Teachers know the subject and pass
it on to a fresh batch of students who will be evaluated on
how well they have written the answer paper in the examination.
The ones who pen down such bookish knowledge successfully
are labelled as toppers. But is this the right approach? Is
mugging up the subject without understanding the real picture
an ideal way of becoming a a professional? There is more to
knowledge than studying the subject to clear exams. This approach
would be of no use in the long run since selective learning
and studying just to clear exams is sheer waste of productive
time.
What is important is that one have
a complete understanding and command over the subject - understanding
is more powerful than knowledge.
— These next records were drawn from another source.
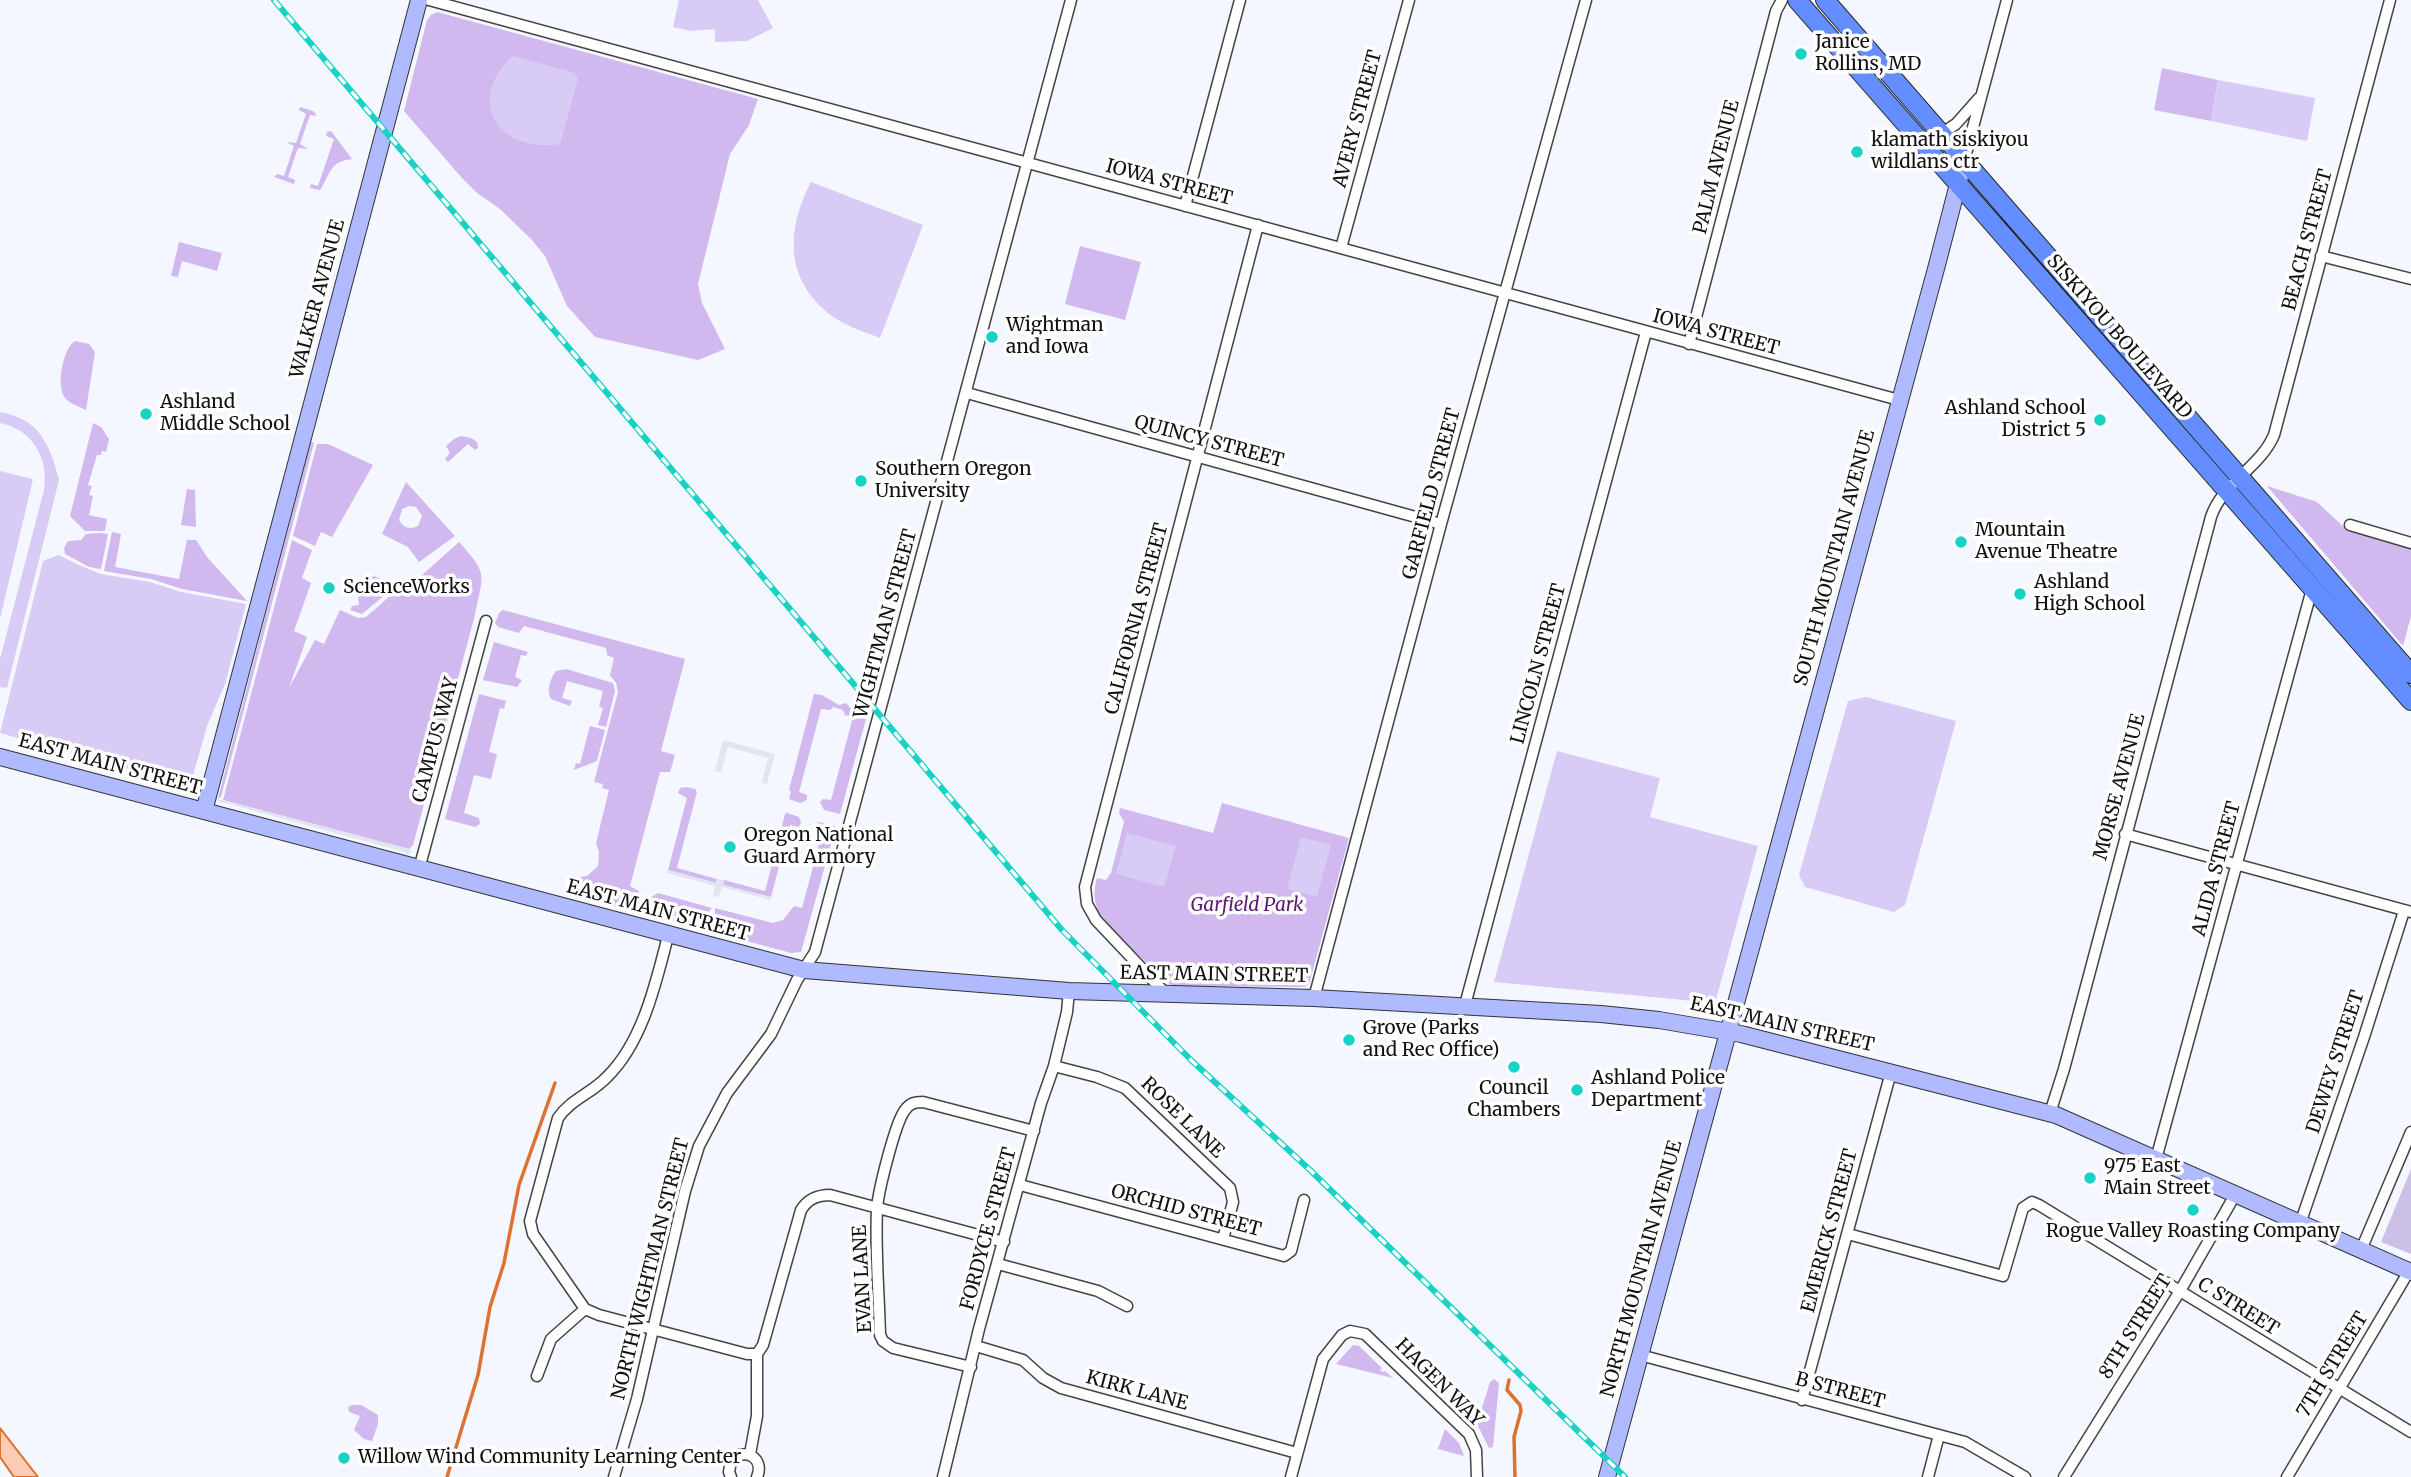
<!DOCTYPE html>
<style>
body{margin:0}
canvas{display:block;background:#f4f7ff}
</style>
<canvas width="2411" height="1477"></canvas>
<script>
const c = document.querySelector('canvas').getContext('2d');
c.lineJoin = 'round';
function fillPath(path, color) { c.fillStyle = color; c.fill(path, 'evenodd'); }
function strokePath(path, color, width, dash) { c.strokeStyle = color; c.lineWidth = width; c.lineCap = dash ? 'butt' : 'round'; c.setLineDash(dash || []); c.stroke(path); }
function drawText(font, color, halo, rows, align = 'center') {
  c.font = font + ' Merriweather,serif'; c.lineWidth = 7; c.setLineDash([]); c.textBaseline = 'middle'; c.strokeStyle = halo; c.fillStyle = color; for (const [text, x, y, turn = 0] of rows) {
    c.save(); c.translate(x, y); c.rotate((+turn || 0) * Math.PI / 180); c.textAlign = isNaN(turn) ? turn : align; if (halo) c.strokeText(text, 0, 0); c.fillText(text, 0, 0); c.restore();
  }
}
const green = new Path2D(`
 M437,12l321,87 -9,26 -19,29 -32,130 4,19 23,46 -27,11 -103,-23 -28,-31 -22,-50 -13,-16 -32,-31 -23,-16 -16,-16 -57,-66 23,-91 4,-5z
 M2162,68l56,12 -7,41 -57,-11z
 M300,107l13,4 4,5 -7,-1 -10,29 8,5 -10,-1 -10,29 7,3 -1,4 -20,-7 3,-3 7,2 10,-30 -8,-4 10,1 10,-29 -7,-4z
 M331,131l21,28c-24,3 -21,15 -32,31l-10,-2 1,-4 7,2 16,-47 -8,-3 1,-4z
 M179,242l43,11 -5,18 -35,-10 -4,16 -7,-1z
 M1080,246l61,16 -16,58 -60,-16z
 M75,341l14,3 6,8 -9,58c-6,-3 -15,-6 -20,-11 -11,-11 -3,-51 9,-58z
 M93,423l8,4 8,12 -3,13 -4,-1 -1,4h-4l-9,30 4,1 -3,9 4,1 -4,19 18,4 -2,12h-20l-15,-15z
 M461,436l10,2 6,4 1,6 -3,2 -7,-6 -20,18 -3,-3 5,-6 -4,-7 8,-7z
 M311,442l3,1 -93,354 -3,1z
 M317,444h11l45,21 -41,72 -11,-5 -6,14 -22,-10z
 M406,482l49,54 -36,26 -11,-15 -26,-13zM409,506l7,1 6,9 -4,10c-8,4 -15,2 -19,-6l3,-11z
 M2267,486l50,16 31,29 63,17v68l-8,30z
 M187,489l8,1 1,37 -15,-2z
 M112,532l9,2 -6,33 64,12 8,-39h9l11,17 40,44 -65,-12 -31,-10 -47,-8z
 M99,533l9,1 -7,35 -12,-2 -24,-13 -1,-6 4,-7 13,-1 5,-6z
 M292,540l20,10 -10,28 9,5 -17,48 13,6 -18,51 26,-48 9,4 16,-34 18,8 8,-1 32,-28 4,4 57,-51c30,33 24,32 16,73l-62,230 -4,4 -186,-49z
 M374,576l22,10 -34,28 -12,-4 2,-4 7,-1 -2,-15 2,-5 7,-1z
 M503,610l182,49 -24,92 14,4 -5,17h-10l-30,114 9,5 -5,20 -67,-17v-9l6,-7 14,-2 11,-10 1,-14 -3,-9 13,-53 -7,-2 1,-4 -9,-2 24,-90 -2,-9 -6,-8 4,-17 -7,-3 -1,-7 -82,-22 -5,7 -21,-6 -3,-4 4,-10z
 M494,642l34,10 -2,4 -5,-1 -6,22 7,3 -5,7 -34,-7z
 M566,669l47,14 2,8 -9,36 -8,-2 5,-17 -4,-1 4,-16 -36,-10 -5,17 10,3 -2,5 -19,-7c-5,-9 -1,-20 5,-28z
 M479,694l27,7 -2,8 -4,-1 -11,44 8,2 -6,25 -17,-4 -10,38 15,5 1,6 -5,3 -30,-8z
 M814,694l8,1 17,10 7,-2 14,15 6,1 -26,95 -16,-4 -4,-8 3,-3 8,1 22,-83 -8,-2 -2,-5 -10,-3 -3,3 -9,-1 -22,83 8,3v5l-7,3 -11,-4 2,-7 -2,-2z
 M590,726l15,4 -8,31 -23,9 2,-7 4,1z
 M686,787l9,2 2,3 -20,76 40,11 -1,4 -48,-13 19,-72 -9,-5 2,-5z
 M1222,803l127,35 -40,146 -4,3 -130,-1 -7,-3 -66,-62c-7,-15 -10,-27 -5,-43l9,2 5,-7 13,-51 -5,-9 1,-5 93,25z
 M787,813l12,4 2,6 -2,4 -9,-2 -19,72 -48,-12 1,-5 41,11 20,-77z
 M818,822l18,4 -35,126 -10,1 -63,-17 -13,-22v-6l58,15 10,-3 11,-14 8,2 20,-75 -9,-4z
 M658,893l54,15 -4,5 -20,12 -42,-11 4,-16z
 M1353,1345l6,1 23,22 -2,2 3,2 2,-1 8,7 -57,-14z
 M1494,1379l5,4 -6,64 -4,1 -12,-24 13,-42z
 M352,1405h9l17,10v9l-6,17 -8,-2 -10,-9 6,-14 -11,-4 -1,-5z
 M1445,1429l14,14 5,13 -26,-7z`);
const cemetery = new Path2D(`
 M2411,1169v85l-30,-12z`);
const pitch = new Path2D(`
 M679,0h79l15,28 -26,13 -32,1v-13l-24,2 -18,-4z
 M513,56l62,17 3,7 -18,64c-62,10 -96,-44 -47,-88z
 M2218,80l97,18 -8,43 -96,-20z
 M811,182l112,43 -43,113c-15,-6 -32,-11 -45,-20 -50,-35 -50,-86 -24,-136z
 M0,412c40,7 50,33 59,68l-52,208 -7,-1v-28l44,-169c5,-32 -12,-61 -44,-67z
 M0,471l33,8 -33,140z
 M59,555l22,11 20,8 49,8 31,10 65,12 -21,80 -18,42 -17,60 -190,-53 43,-172z
 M1866,697l90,24 -51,184 -11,7 -89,-25 -6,-12 49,-174z
 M1557,751l103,27 -10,39 108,29 -43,157 -221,-21z
 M1127,833l49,13 -12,41 -48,-13z
 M1301,837l30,8 -14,52 -30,-8z`);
const plaza = new Path2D(`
 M723,740l52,14 -8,30 -5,-1 6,-25 -40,-11 -7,25 -6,-1z
 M218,800h5l186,49 3,3 -5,3 -2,-3 -183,-50 -1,2z
 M668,870l48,13 1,-4 7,1 -1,5 48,12 -1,3 -48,-13 -3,10 -6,-1 2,-10 -48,-13z`);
const water = new Path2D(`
 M0,1428l38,49h-24l-14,-20z`);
const stream = new Path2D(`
 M1509,1380l-2,10 13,15 1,6 -7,26 1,40
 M447,1477l31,-102 12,-68 14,-44 15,-78 36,-102`);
const street = new Path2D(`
 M429,0l1470,400
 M1941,134l15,-10 23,-26
 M1964,161l43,-161
 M1185,206l55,-206
 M1341,248l68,-248
 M2321,256l90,23
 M1689,344l87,-333 6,-11
 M967,393l474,131
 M2350,525l61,18
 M2125,834l286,78
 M419,869l67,-248
 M668,936c-12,46 -25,106 -61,141 -15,16 -37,23 -49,41l-28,103 3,13 52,75 14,6 148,39h10l6,-9 38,-135c7,-11 16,-15 29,-15l174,47
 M1167,995l-71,-75 -9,-16 -2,-17 173,-662
 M1314,998l127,-474 145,-524
 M1465,1005l181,-673
 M1054,1066l43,11 28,11 105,100 3,14 -10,37
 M2050,1113l14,-44 147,-552c11,-34 49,-49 63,-82l116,-435
 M2156,1159l156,-570
 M1020,1185l264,71 7,-5 13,-51
 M2300,1224l64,-187 40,-126
 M1848,1234l155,42 20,-68 9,-6 7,3 372,227
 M2361,1250l50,-118
 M998,1264l100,27 29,15
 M976,1346l47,14 20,18 18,10 236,65
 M1640,1355l325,87 60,35
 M971,1367l-78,-19 -10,-7 -3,-6c-1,-42 -5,-85 -3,-126 1,-17 18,-86 28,-99 5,-7 10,-8 18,-8l111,29
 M537,1376l14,-37 34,-30
 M1802,1400l89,-328
 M750,1454l7,-38v-62
 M614,1477l23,-78 48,-208 14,-45 28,-53 44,-59 26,-54 18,-28 256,-952
 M731,1477l-2,-5 2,-11c13,-15 34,-3 26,16
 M943,1477l36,-148 62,-226 13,-37 13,-54 2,-21
 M1291,1477l32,-118 19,-24 8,-4 15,3 104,100 7,16 1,27
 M1928,1477l11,-42
 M2064,1477l116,-186 55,-96
 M2287,1477l122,-206`);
const secondary = new Path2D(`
 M0,757l804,213 265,21 245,7 287,16 58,6 82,14 315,81 355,157
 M204,811l215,-811
 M1607,1477l330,-1212 27,-104`);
const primary = new Path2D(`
 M1797,0l614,701
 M1825,0l586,674`);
const rail = new Path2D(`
 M274,0l788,930 129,130 119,110 315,307`);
const markers = [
 [1801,54,7,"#17d2c5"],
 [1857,152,7,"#17d2c5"],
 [992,337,7,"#17d2c5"],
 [146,414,7,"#17d2c5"],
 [2100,420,7,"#17d2c5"],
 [861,481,7,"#17d2c5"],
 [1961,542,7,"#17d2c5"],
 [329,588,7,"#17d2c5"],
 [2020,594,7,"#17d2c5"],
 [730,847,7,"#17d2c5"],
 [1349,1040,7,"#17d2c5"],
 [1514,1067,7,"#17d2c5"],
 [1577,1090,7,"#17d2c5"],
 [2090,1178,7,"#17d2c5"],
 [2193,1210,7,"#17d2c5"],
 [344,1458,7,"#17d2c5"]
];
const poiNames = [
 ["Janice",1815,43],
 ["Rollins, MD",1815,65],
 ["klamath siskiyou",1871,141],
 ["wildlans ctr",1871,163],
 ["Wightman",1006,326],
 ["and Iowa",1006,348],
 ["Ashland",160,403],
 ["Middle School",160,425],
 ["Ashland School",2086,409,"right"],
 ["District 5",2086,431,"right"],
 ["Southern Oregon",875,470],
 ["University",875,492],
 ["Mountain",1975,531],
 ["Avenue Theatre",1975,553],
 ["Ashland",2034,583],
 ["High School",2034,605],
 ["ScienceWorks",343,588],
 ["Oregon National",744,836],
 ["Guard Armory",744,858],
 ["Grove (Parks",1363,1029],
 ["and Rec Office)",1363,1051],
 ["Ashland Police",1591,1079],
 ["Department",1591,1101],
 ["Council",1514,1089,"center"],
 ["Chambers",1514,1111,"center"],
 ["975 East",2104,1167],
 ["Main Street",2104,1189],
 ["Rogue Valley Roasting Company",2193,1232,"center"],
 ["Willow Wind Community Learning Center",358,1458]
];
const streetNames = [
 ["AVERY STREET",1358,119,-75],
 ["PALM AVENUE",1717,167,-76],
 ["IOWA STREET",1169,183,15],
 ["BEACH STREET",2308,240,-75],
 ["WALKER AVENUE",318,299,-75],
 ["IOWA STREET",1716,333,15],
 ["SISKIYOU BOULEVARD",2119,337,49],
 ["QUINCY STREET",1209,442,15],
 ["GARFIELD STREET",1432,494,-75],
 ["SOUTH MOUNTAIN AVENUE",1835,558,-75],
 ["CALIFORNIA STREET",1137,619,-75],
 ["WIGHTMAN STREET",886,624,-75],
 ["LINCOLN STREET",1539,664,-75],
 ["CAMPUS WAY",436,740,-75],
 ["EAST MAIN STREET",110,765,15],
 ["MORSE AVENUE",2120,787,-75],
 ["ALIDA STREET",2217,869,-75],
 ["EAST MAIN STREET",658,911,15],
 ["EAST MAIN STREET",1214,975,1],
 ["EAST MAIN STREET",1782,1025,13],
 ["DEWEY STREET",2336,1062,-72],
 ["ROSE LANE",1182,1118,44],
 ["ORCHID STREET",1186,1211,15],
 ["FORDYCE STREET",989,1229,-75],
 ["EMERICK STREET",1830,1231,-75],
 ["NORTH WIGHTMAN STREET",651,1269,-76],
 ["NORTH MOUNTAIN AVENUE",1642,1269,-75],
 ["EVAN LANE",863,1279,-93],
 ["C STREET",2238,1307,32],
 ["8TH STREET",2136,1327,-58],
 ["7TH STREET",2333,1365,-59],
 ["HAGEN WAY",1439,1383,45],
 ["KIRK LANE",1137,1391,15],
 ["B STREET",1840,1391,15]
];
const parkNames = [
 ["Garfield Park",1247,906]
];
fillPath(green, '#d1b8ef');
fillPath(cemetery, '#ccc0e6');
fillPath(pitch, '#d8cbf5');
fillPath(plaza, '#e0e5f2');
fillPath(water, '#fdccb2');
strokePath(water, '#dd7131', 2);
strokePath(stream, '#dd7131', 3.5);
strokePath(street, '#444', 13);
strokePath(secondary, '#333', 18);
strokePath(primary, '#222', 20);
strokePath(street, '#fff', 10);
strokePath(secondary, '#afbaff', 16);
strokePath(primary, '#648eff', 18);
strokePath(rail, '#17d2c5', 6);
strokePath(rail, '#fff', 3.5, [10]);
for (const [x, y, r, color] of markers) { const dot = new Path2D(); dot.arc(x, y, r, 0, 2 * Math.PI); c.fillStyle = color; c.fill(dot); strokePath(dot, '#fff', 2.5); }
drawText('19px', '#111', '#fff', poiNames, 'left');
drawText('19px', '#111', '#fff', streetNames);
drawText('italic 19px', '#5d1871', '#fff', parkNames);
</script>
When you learn inside-out
you reach your own insight rather than adopt someone else's
view. For example, I can describe how wine is made and served
very eloquently and maybe I can demonstrate it, but I cannot
expect you to become proficient in it unless you have tried
to do it with your own efforts. No words of any expert can
substitute individual first-hand experience. Education must
be like a direction to the experience not a dictation of the
experience.
As a concluding remark, I would like
to repeat that the practical training that students undergo
as part of the curriculum is far too less to give them a complete
picture of the industry and the reality associated with the
profession. The students should also be made to understand
why certain things are done in a particular way and teachers/supervisors
should allow innovations and comments made by the students
to be implemented.
Overseas hotel management institutes
dedicate almost 50 per cent of the course to practical on-the-job
training so as to keep the students abreast with the latest
innovations in the industry as well as to learn first-hand.